# No audio after converting .tivo to .mpg



## Drunken Cowboy (Oct 9, 2011)

I am trying to convert a .tivo file to an mpg so I can burn to a DVD. I have tried with kmttg and DirectShow Dump. Both have converted the video fine, but there is no sound. Any ideas on how to fix this?


----------



## Phantom Gremlin (Jun 20, 2002)

What playback application are you using that has "no sound"?

Go to videolan.org and get VLC and see if it can play back your converted file. I don't use DirectShow Dump, but I do use kmttg to download the file. However, I then manually run tivodecode to strip encryption. So YMMV.


----------



## ggieseke (May 30, 2008)

If it's from a Series 3 or later, the audio is probably Dolby. Download and install the AC3Filter codec and you should be fine.


----------



## Drunken Cowboy (Oct 9, 2011)

Phantom Gremlin said:


> What playback application are you using that has "no sound"?
> 
> Go to videolan.org and get VLC and see if it can play back your converted file. I don't use DirectShow Dump, but I do use kmttg to download the file. However, I then manually run tivodecode to strip encryption. So YMMV.
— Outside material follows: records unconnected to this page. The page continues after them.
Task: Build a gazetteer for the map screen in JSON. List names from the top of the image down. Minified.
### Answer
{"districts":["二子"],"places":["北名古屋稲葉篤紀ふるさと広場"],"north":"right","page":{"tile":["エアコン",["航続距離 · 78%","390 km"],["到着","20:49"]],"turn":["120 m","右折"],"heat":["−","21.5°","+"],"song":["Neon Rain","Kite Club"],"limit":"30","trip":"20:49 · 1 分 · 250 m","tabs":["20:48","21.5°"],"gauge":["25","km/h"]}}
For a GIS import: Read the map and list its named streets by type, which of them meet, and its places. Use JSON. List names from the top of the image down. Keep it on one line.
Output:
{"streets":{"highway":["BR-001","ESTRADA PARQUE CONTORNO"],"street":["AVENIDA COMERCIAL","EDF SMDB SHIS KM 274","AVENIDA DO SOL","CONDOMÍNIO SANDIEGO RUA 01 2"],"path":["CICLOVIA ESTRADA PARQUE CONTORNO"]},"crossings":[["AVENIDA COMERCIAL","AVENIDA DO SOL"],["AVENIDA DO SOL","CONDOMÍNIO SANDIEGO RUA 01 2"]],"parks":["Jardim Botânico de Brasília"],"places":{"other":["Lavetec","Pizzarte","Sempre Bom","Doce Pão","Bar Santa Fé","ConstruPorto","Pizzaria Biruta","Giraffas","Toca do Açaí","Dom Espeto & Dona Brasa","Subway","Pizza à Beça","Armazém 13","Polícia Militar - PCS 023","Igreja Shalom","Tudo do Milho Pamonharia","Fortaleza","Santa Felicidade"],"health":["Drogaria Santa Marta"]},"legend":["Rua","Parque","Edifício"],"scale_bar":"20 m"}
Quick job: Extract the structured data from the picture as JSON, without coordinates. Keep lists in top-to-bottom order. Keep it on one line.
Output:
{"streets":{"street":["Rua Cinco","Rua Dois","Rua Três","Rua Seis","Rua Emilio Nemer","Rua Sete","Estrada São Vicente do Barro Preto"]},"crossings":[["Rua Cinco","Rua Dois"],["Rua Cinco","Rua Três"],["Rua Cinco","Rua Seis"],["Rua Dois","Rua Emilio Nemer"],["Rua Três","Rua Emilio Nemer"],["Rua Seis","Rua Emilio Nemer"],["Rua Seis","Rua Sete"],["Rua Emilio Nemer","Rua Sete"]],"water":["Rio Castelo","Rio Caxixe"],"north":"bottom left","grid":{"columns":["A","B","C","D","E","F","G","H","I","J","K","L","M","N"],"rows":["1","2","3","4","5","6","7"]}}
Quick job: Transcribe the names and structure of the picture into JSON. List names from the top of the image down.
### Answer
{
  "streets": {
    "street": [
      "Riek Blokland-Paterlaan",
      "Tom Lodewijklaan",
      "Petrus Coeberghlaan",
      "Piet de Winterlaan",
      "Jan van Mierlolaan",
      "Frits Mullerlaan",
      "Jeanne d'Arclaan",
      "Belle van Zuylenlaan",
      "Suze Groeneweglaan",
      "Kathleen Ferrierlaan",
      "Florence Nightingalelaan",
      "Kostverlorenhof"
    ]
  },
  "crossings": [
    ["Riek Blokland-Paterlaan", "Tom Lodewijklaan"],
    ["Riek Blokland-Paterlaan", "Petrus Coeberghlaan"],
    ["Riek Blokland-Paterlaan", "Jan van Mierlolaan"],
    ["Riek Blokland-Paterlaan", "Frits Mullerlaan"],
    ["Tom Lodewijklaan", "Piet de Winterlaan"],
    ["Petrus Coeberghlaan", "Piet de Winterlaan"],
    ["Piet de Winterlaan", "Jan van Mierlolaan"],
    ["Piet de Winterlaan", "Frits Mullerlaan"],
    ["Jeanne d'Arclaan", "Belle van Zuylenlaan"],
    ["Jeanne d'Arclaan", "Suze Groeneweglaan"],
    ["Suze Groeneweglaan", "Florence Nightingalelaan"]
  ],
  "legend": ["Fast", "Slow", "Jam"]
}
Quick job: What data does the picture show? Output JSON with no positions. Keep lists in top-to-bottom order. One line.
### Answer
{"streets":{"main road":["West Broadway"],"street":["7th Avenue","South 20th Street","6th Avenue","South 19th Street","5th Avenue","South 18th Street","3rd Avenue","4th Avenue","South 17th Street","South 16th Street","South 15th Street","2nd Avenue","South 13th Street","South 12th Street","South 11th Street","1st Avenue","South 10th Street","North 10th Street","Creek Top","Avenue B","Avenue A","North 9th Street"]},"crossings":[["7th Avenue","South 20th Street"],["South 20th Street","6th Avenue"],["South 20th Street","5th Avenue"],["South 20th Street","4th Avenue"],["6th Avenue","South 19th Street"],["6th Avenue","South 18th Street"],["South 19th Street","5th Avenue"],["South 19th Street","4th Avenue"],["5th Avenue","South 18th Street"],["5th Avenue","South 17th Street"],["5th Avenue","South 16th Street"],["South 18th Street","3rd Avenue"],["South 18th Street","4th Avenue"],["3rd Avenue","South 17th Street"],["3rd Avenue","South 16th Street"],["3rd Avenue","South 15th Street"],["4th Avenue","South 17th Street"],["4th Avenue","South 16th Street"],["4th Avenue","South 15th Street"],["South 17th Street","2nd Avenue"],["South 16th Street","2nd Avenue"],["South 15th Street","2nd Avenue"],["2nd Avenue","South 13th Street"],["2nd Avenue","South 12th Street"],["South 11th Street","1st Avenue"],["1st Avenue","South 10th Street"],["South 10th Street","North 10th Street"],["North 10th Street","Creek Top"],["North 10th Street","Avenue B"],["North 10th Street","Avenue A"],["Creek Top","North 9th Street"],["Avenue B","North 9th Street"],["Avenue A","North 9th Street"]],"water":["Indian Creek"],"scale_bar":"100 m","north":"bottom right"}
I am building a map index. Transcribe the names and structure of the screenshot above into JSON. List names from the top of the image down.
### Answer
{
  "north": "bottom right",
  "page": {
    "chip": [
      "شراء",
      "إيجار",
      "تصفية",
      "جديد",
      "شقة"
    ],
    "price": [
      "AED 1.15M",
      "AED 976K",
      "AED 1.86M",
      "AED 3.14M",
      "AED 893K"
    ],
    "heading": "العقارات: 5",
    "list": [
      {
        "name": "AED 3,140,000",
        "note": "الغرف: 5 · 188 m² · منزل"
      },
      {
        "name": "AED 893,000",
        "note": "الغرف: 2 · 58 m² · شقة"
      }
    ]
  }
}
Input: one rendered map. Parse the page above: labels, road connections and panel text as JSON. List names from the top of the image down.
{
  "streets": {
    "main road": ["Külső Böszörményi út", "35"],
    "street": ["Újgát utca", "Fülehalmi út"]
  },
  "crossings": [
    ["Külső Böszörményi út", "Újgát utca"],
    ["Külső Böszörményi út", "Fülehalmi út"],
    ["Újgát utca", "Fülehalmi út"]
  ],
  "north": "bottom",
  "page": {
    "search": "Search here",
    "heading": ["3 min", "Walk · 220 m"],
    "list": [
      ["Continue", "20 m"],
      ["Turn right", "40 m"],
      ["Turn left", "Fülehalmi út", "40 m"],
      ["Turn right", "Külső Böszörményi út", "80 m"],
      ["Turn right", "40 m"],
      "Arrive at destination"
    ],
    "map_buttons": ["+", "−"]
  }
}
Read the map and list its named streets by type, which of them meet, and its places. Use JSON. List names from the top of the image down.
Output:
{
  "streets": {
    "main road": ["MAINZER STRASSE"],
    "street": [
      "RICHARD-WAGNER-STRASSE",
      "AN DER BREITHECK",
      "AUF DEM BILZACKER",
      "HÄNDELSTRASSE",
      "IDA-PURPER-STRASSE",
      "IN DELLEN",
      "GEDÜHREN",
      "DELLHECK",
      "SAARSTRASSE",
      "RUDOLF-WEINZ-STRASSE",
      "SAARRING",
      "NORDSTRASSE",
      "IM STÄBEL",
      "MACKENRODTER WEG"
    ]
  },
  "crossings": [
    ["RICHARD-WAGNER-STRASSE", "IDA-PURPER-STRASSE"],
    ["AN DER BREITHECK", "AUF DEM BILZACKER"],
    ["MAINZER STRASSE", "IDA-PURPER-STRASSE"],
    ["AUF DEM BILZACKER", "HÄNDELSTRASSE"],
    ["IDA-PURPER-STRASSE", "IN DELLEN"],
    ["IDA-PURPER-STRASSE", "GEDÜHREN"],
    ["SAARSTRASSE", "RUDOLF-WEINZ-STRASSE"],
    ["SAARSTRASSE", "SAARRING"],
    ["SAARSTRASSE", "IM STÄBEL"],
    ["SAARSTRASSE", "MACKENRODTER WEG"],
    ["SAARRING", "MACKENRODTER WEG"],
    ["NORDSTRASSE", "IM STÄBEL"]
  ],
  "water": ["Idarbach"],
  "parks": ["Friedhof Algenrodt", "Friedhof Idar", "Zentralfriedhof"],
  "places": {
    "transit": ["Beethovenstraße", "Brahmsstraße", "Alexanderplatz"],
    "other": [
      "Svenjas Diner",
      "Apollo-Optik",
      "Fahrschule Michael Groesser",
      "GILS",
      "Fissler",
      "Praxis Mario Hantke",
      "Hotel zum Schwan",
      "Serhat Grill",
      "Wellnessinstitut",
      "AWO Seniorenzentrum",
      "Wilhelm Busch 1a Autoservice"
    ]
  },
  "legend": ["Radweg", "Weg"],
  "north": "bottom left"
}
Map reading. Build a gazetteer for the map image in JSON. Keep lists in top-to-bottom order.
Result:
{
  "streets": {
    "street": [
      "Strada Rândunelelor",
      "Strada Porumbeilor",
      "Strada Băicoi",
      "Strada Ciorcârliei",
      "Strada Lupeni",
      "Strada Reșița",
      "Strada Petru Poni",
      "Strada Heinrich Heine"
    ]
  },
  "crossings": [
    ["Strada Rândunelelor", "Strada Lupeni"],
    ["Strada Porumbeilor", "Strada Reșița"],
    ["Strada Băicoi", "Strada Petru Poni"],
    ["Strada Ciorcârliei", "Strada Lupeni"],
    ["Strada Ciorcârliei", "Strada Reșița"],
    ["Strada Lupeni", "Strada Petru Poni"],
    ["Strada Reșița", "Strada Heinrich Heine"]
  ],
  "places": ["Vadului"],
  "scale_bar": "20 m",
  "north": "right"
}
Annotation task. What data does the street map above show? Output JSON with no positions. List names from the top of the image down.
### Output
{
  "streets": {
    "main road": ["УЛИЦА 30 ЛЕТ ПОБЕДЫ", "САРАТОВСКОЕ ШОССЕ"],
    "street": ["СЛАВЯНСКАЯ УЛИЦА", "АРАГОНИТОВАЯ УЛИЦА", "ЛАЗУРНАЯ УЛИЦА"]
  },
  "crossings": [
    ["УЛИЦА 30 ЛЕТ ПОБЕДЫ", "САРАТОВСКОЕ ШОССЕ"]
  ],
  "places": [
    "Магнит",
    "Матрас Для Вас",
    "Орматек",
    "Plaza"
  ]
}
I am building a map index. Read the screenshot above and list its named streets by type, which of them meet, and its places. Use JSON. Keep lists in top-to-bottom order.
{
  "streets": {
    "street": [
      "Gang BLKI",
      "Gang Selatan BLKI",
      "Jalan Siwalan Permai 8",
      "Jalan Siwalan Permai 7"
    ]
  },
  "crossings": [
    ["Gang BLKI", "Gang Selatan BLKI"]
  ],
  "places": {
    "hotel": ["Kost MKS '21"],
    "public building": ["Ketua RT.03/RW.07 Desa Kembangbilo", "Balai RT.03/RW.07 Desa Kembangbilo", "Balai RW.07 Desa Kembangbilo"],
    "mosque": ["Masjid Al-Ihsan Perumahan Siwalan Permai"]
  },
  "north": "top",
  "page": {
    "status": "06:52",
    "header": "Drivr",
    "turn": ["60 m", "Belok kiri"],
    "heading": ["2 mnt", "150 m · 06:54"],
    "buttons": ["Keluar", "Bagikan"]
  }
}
I was using WMP. It is a playback issue. When I loaded it into my video editing software, the audio is there.


----------



## Drunken Cowboy (Oct 9, 2011)

ggieseke said:


> If it's from a Series 3 or later, the audio is probably Dolby. Download and install the AC3Filter codec and you should be fine.


A bit of an aside.

I have this. When I use your app to set this codec for playing .tivo files, I don't get sound on their playback.


----------



## steve614 (May 1, 2006)

Try installing the K-lite codec pack.

http://download.cnet.com/K-Lite-Mega-Codec-Pack/3000-13632_4-10794603.html


----------



## lrhorer (Aug 31, 2003)

Phantom Gremlin said:


> I don't use DirectShow Dump, but I do use kmttg to download the file. However, I then manually run tivodecode to strip encryption. So YMMV.


Why manually? Kmttg can run tivodecode automatically.


----------



## ggieseke (May 30, 2008)

Drunken Cowboy said:


> A bit of an aside.
> 
> I have this. When I use your app to set this codec for playing .tivo files, I don't get sound on their playback.


If you don't set any preferred codecs at all, what does it show? You can also right-click the demuxer to the the properties of the individual streams.


----------



## Phantom Gremlin (Jun 20, 2002)

lrhorer said:


> Why manually? Kmttg can run tivodecode automatically.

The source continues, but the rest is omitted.